TASK TO CARRY OUT. Transcribe each entry exactly as it appears, leaving out any picture it holds.

○ ○ ○ ○ ○ ○ ○

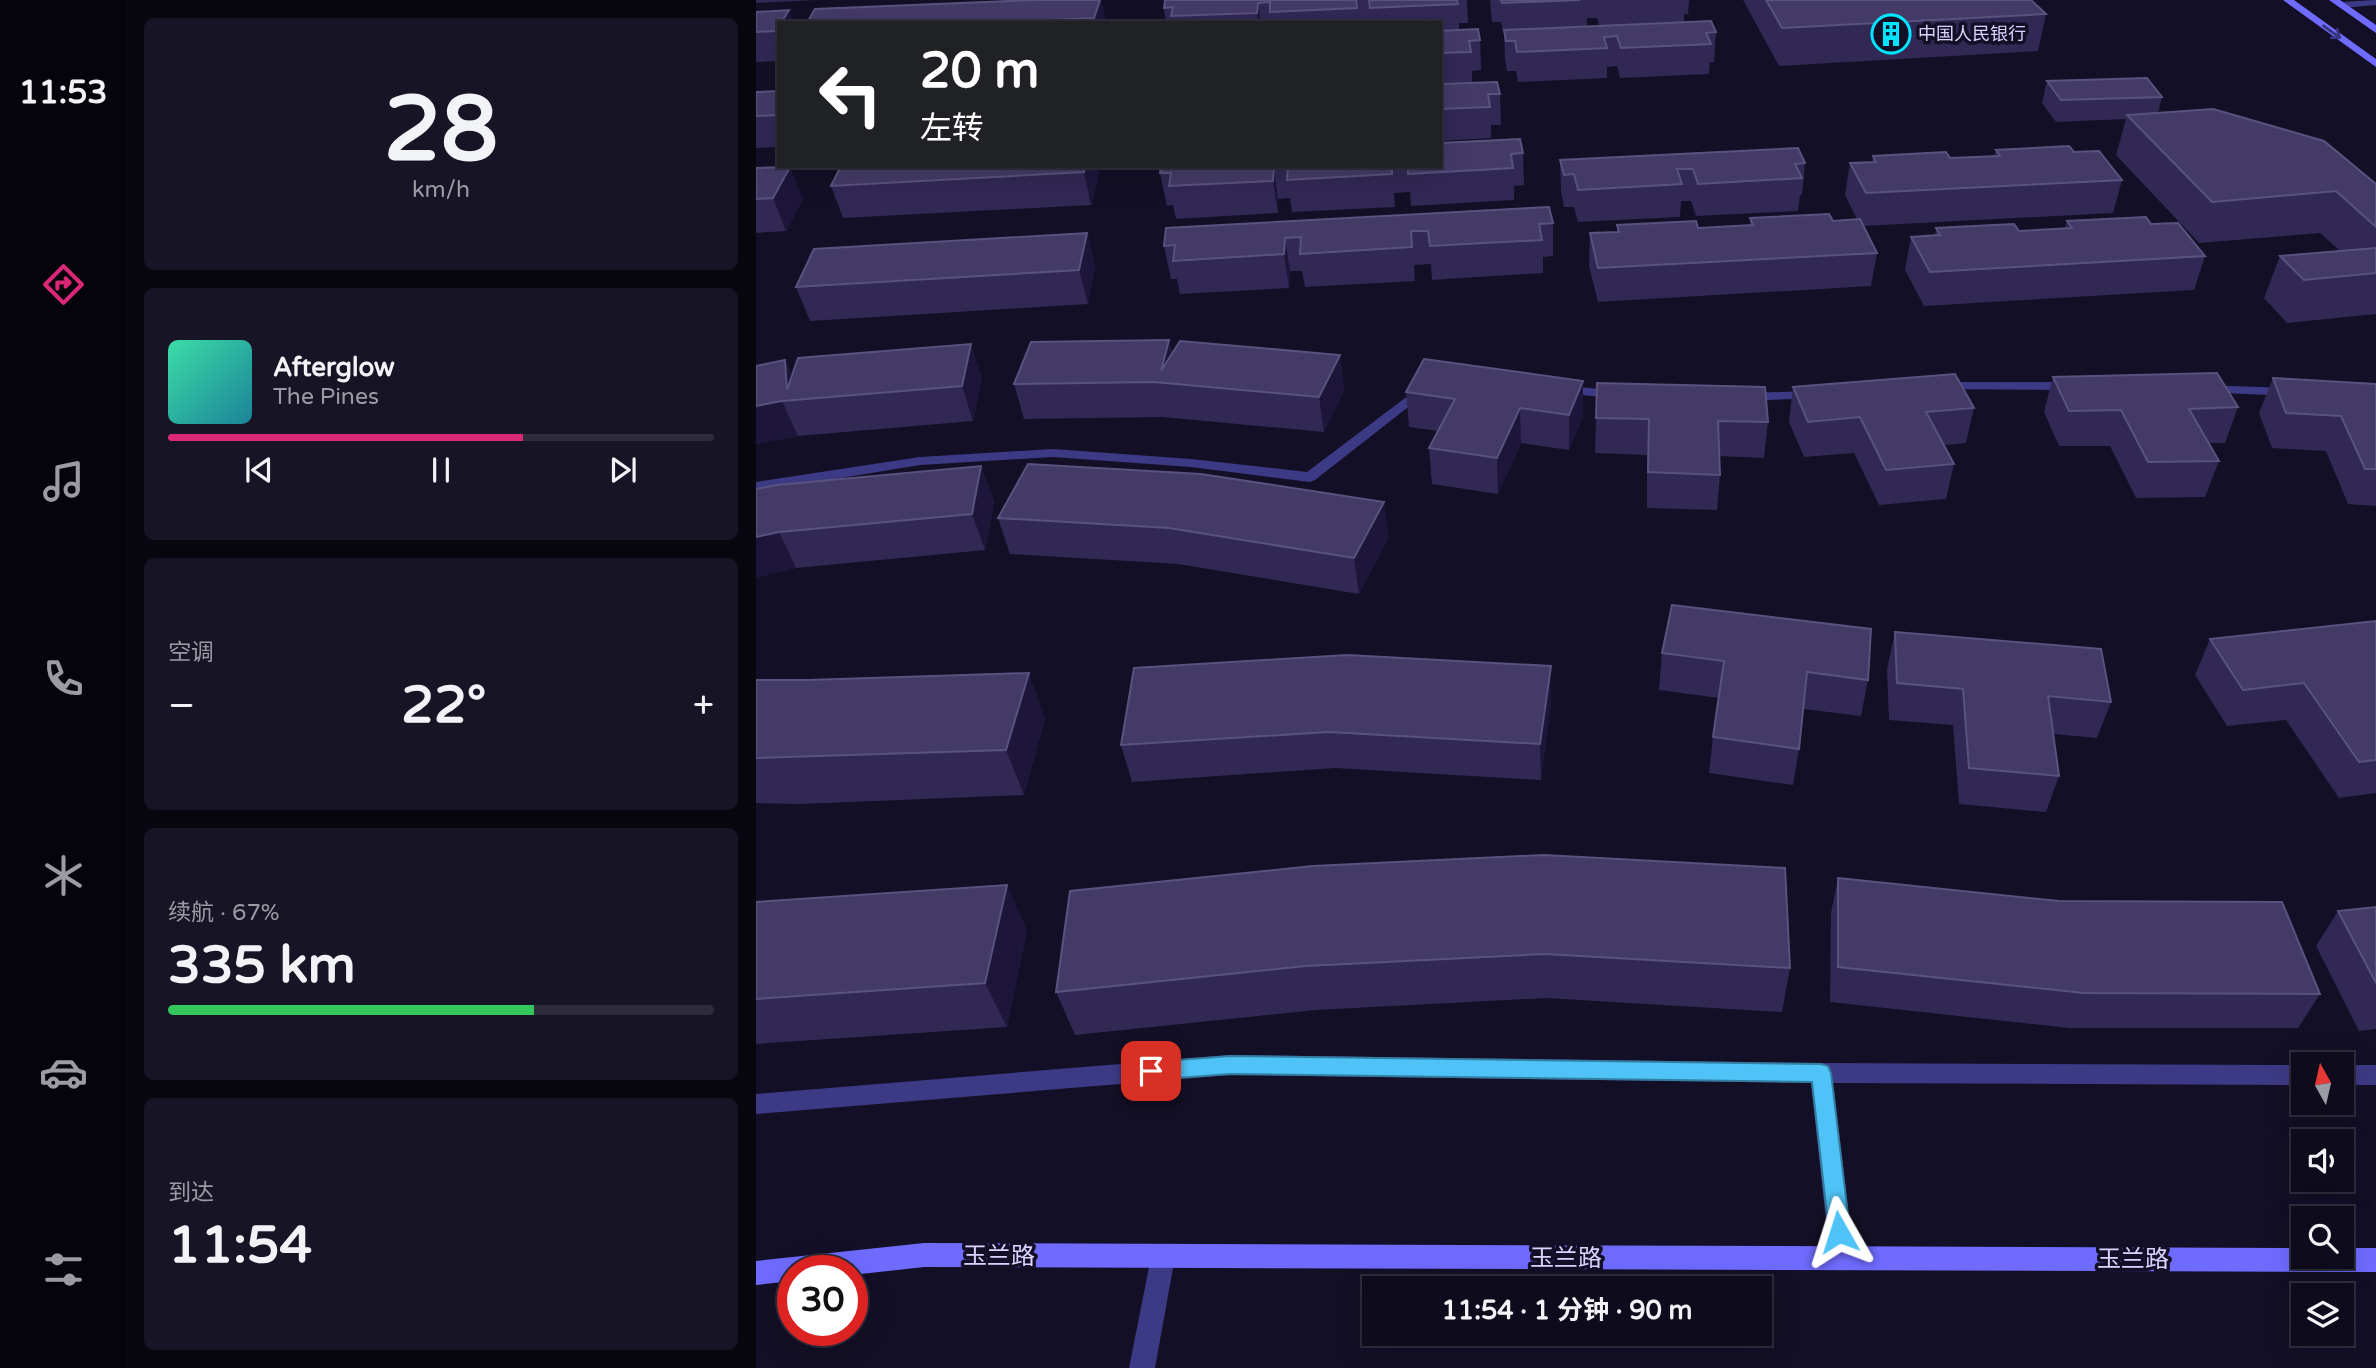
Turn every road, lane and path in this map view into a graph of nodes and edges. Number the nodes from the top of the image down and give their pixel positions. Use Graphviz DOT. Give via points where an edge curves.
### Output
graph roads {
  1 [pos="2288,1"];
  2 [pos="2342,2"];
  3 [pos="2376,2"];
  4 [pos="2373,28"];
  5 [pos="2376,64"];
  6 [pos="1439,375"];
  7 [pos="1918,387"];
  8 [pos="2085,387"];
  9 [pos="1549,388"];
  10 [pos="2182,388"];
  11 [pos="2307,392"];
  12 [pos="1836,393"];
  13 [pos="1631,397"];
  14 [pos="1727,397"];
  15 [pos="756,487"];
  16 [pos="1821,1073"];
  17 [pos="2291,1075"];
  18 [pos="2354,1075"];
  19 [pos="2376,1075"];
  20 [pos="756,1104"];
  21 [pos="1163,1257"];
  22 [pos="1842,1258"];
  23 [pos="2376,1260"];
  24 [pos="756,1273"];
  25 [pos="1142,1368"];
  1 -- 5 [label="street, one-way"];
  2 -- 3 [label="street"];
  2 -- 4 [label="street"];
  6 -- 15 [label="street" via="1310,477 1053,453 920,461"];
  7 -- 8 [label="street"];
  9 -- 13 [label="street"];
  10 -- 11 [label="street"];
  12 -- 14 [label="street"];
  16 -- 17 [label="street"];
  16 -- 20 [label="street" via="1230,1065"];
  16 -- 22 [label="street"];
  18 -- 19 [label="street"];
  21 -- 22 [label="street, 玉兰路"];
  21 -- 24 [label="street, 玉兰路" via="924,1255"];
  21 -- 25 [label="street"];
  22 -- 23 [label="street, 玉兰路"];
}
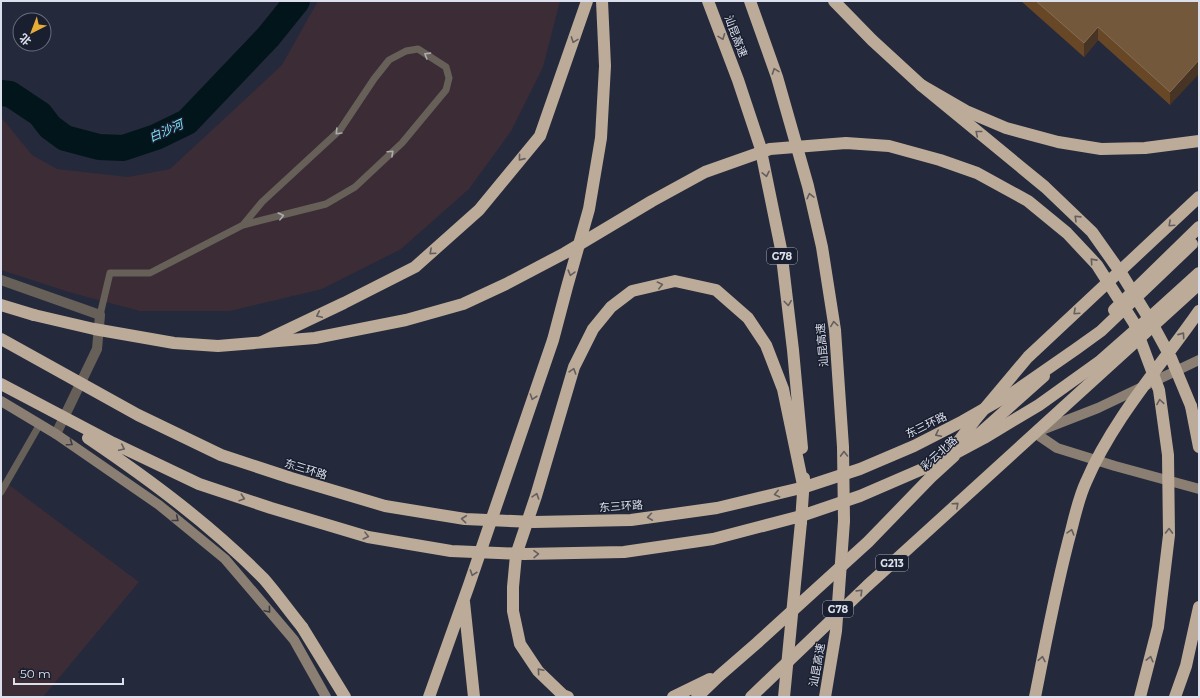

○ ○ ○ ○ ○ ○ ○

SOLUTION TO THIS EXERCISE.
Turn every road, lane and path in this map view into a graph of nodes and edges. Number the nodes from the top of the image down and give their pixel positions. Use Graphviz DOT. Give via points where an edge curves.
### Output
graph roads {
  1 [pos="2288,1"];
  2 [pos="2342,2"];
  3 [pos="2376,2"];
  4 [pos="2373,28"];
  5 [pos="2376,64"];
  6 [pos="1439,375"];
  7 [pos="1918,387"];
  8 [pos="2085,387"];
  9 [pos="1549,388"];
  10 [pos="2182,388"];
  11 [pos="2307,392"];
  12 [pos="1836,393"];
  13 [pos="1631,397"];
  14 [pos="1727,397"];
  15 [pos="756,487"];
  16 [pos="1821,1073"];
  17 [pos="2291,1075"];
  18 [pos="2354,1075"];
  19 [pos="2376,1075"];
  20 [pos="756,1104"];
  21 [pos="1163,1257"];
  22 [pos="1842,1258"];
  23 [pos="2376,1260"];
  24 [pos="756,1273"];
  25 [pos="1142,1368"];
  1 -- 5 [label="street, one-way"];
  2 -- 3 [label="street"];
  2 -- 4 [label="street"];
  6 -- 15 [label="street" via="1310,477 1053,453 920,461"];
  7 -- 8 [label="street"];
  9 -- 13 [label="street"];
  10 -- 11 [label="street"];
  12 -- 14 [label="street"];
  16 -- 17 [label="street"];
  16 -- 20 [label="street" via="1230,1065"];
  16 -- 22 [label="street"];
  18 -- 19 [label="street"];
  21 -- 22 [label="street, 玉兰路"];
  21 -- 24 [label="street, 玉兰路" via="924,1255"];
  21 -- 25 [label="street"];
  22 -- 23 [label="street, 玉兰路"];
}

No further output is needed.